AQUAporin A/S, a company based in Copenhagen and Odense, was founded in 2005 by biochemists Morten Østergaard Jensen and Peter Holme Jensen. The inspiration for their work is the molecular modelling simulations of water transport through aquaporin molecules developed by Morten Østergaard Jensen, which are included in the Nobel Prize citation.
“Compared with other membranes, AQUAporin membrane technology has an energy saving potential of 400-500%,” says Peter Holme Jensen. “This means 4-5 times as much water will flow across the membrane using the same pressure.”

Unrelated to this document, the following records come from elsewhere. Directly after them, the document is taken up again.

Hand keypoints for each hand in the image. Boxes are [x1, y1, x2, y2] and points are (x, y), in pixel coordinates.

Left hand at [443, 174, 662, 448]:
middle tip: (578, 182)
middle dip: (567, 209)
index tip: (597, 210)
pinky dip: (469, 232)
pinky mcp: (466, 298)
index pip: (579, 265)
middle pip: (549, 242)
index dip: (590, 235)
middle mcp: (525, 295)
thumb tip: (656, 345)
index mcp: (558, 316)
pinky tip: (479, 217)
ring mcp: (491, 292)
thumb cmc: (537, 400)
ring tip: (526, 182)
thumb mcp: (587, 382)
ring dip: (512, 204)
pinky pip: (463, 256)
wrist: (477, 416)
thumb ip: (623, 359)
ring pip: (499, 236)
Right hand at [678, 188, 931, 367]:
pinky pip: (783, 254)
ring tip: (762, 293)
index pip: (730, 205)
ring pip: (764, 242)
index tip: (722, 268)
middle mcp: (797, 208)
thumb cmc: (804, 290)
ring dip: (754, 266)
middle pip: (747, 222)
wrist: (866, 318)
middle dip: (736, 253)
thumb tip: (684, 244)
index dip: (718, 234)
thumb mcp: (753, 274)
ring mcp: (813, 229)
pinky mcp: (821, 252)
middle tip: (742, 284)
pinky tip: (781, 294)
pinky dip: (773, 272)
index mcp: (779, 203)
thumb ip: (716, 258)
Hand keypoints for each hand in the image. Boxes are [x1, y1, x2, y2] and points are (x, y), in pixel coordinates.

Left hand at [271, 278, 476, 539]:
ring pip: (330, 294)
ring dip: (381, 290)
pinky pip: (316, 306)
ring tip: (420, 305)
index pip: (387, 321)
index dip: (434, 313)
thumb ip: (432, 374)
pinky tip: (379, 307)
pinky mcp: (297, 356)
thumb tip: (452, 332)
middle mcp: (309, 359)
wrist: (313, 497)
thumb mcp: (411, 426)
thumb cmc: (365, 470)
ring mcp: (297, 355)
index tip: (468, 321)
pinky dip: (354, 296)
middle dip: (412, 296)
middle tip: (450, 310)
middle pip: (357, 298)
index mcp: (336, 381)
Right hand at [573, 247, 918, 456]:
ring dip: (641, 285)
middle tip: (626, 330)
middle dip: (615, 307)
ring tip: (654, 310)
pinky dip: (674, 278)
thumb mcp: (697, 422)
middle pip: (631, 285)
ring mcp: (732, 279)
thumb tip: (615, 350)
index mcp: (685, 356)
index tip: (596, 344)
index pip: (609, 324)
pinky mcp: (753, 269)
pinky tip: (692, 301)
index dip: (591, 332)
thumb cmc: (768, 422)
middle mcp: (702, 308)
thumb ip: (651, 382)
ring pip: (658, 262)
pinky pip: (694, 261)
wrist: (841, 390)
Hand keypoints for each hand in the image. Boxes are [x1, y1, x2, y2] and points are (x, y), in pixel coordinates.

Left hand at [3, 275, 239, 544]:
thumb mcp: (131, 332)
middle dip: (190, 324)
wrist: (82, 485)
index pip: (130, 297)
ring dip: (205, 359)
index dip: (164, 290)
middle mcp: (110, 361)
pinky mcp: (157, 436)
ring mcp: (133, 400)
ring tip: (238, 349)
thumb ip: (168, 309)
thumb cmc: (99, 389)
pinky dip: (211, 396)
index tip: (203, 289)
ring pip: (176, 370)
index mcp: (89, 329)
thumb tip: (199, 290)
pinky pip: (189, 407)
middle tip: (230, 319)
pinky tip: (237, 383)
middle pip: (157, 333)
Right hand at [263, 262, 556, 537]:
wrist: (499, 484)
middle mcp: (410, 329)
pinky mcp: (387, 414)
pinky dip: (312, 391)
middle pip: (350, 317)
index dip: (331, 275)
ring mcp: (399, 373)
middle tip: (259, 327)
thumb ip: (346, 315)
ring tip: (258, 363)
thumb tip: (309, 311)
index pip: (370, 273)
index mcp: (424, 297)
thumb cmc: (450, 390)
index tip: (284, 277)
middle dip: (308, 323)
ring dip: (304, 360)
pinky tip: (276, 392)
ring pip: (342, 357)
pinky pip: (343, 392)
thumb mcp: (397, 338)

Jensen claims also that the AQUAporin membrane is 10,000 times more selective toward water than any other.
AQUAporin last year closed its first round of financing with Danish venture capitalists Teknologisk Innovation A/S, and proof of concept has now been provided by its research laboratory. Scaling up of the first membrane design is currently underway, and the technology is expected to come to market in early 2008.
AQUAporin is involved in an EU-funded project in collaboration with six European universities and two industrial partners, including Veolia Water of France.
The graphic above is a visualisation of water permeation through aquaporin molecules. Boomerang-shaped water molecules flip as they cross the narrow pore of gold aquaporin, while the red balls and fibres that make up the cell’s membrane keep the outside water (top) from mixing with the cellular pool (bottom). The image was made by Emad Tajkhorshid using VMD, and is owned by the Theoretical and Computational Biophysics Group – an NIH Resource for Macromolecular Modeling and Bioinformatics – at the Beckman Institute, University of Illinois at Urbana-Champaign. It was the 2004 winner of the National Science Foundation’s Visualization Challenge in Science and Engineering. Click on the image to go to find out more.
Article first published in Nanomaterials News. © 2006 Pira International – all rights reserved.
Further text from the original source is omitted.